Introduction: The greater omentum is replete with angiogenic factors and macrophages. Cardio-omentopexy (COP), wherein the pedicled greater omentum is applied onto ischemic or pressure-overloaded hearts, has been shown to be protective in both humans and animals. However, the protective mechanisms of COP remain unclear. Hypothesis: We hypothesized that COP protects the heart against pressure overload-induced cardiac hypertrophy and dysfunction via a macrophage-dependent mechanism of myocardial angiogenesis. Methods: C57BL/6 mice underwent transverse aortic constriction (TAC) for 6 weeks followed by COP for 8 weeks. Cardiac geometry and function were evaluated using echocardiography (n=12-13 mice/group).

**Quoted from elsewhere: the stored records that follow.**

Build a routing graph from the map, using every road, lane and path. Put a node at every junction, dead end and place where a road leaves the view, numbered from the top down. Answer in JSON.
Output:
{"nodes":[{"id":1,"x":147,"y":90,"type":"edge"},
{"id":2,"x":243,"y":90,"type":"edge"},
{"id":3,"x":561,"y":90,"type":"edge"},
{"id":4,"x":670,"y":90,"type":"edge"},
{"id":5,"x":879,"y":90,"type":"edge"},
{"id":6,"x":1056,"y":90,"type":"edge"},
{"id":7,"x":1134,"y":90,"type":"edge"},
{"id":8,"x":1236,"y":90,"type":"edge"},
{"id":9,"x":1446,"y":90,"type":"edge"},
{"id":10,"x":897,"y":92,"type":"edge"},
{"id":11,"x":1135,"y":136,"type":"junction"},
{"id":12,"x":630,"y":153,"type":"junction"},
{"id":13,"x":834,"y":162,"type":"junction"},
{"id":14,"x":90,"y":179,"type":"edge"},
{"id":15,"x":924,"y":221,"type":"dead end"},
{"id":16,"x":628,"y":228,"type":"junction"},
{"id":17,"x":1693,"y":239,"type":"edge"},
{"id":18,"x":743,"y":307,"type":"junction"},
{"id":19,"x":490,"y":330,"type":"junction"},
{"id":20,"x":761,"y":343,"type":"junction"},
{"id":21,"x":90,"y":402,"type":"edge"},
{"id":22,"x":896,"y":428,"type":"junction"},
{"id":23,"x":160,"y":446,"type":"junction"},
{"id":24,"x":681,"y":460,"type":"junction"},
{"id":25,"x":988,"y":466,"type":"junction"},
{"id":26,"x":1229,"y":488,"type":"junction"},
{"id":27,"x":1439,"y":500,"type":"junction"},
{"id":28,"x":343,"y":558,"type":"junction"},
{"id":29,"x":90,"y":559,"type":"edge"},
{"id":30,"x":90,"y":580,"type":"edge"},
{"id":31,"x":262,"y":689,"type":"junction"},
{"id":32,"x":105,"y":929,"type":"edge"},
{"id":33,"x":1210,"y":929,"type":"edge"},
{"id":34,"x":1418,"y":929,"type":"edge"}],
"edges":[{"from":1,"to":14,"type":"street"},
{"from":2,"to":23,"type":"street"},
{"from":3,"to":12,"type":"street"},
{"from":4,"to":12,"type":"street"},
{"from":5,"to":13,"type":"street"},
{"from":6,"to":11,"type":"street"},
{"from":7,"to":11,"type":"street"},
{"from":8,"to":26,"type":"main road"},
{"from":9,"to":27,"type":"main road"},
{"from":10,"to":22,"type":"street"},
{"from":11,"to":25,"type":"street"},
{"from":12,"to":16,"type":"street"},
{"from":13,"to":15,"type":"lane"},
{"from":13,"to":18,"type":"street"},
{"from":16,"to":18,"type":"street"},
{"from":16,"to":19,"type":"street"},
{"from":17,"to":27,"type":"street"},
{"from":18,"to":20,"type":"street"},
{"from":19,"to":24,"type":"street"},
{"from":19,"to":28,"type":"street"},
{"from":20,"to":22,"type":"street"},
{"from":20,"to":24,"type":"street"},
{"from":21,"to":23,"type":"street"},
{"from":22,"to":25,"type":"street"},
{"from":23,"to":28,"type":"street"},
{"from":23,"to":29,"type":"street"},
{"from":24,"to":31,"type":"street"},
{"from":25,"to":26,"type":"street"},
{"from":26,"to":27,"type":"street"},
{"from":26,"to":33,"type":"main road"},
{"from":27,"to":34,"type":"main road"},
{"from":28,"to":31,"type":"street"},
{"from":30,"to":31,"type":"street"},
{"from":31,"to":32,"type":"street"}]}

Histochemical analyses quantified cardiomyocyte size, fibrosis, microvessel density, and macrophages. Flow cytometry was performed to analyze neutrophil/monocyte/macrophage populations. Gene expression array was also performed. A group of mice receiving both TAC and COP were intraperitoneally injected with clodronate-liposomes (5 mg/kg every three days for 8 weeks) starting on day 3 after COP. Results: TAC produced concentric left ventricular hypertrophy, reduced mitral E/A ratio, increased cardiomyocyte size, and myocardial fibrosis in the mice undergoing sham COP surgery (TAC + /COP - ). These maladaptive effects of TAC were abrogated by COP (TAC + /COP + ). Myocardial microvessel density was elevated in TAC + /COP + mice. Gene array analysis showed activation of angiogenesis gene networks by COP. Flow cytometry revealed that COP resulted in the accumulation of cardiac MHCII lo Lyve1+TimD4+ resident macrophages at the omental-cardiac interface. Moreover, the depletion of macrophages with clodronate-liposomes (Clo + /TAC + /COP + ) resulted in the failure of COP to prevent left ventricular hypertrophy, enhance mitral E/A ratio, decrease cardiomyocyte size and myocardial fibrosis, and promote angiogenesis. Conclusions: COP protects the pressure-overloaded left ventricle from hypertrophy and dysfunction, with associated angiogenesis. Cardiac resident macrophages accumulate near COP, and macrophage depletion eliminates the benefits of COP. These studies support a novel macrophage-dependent effector function of COP.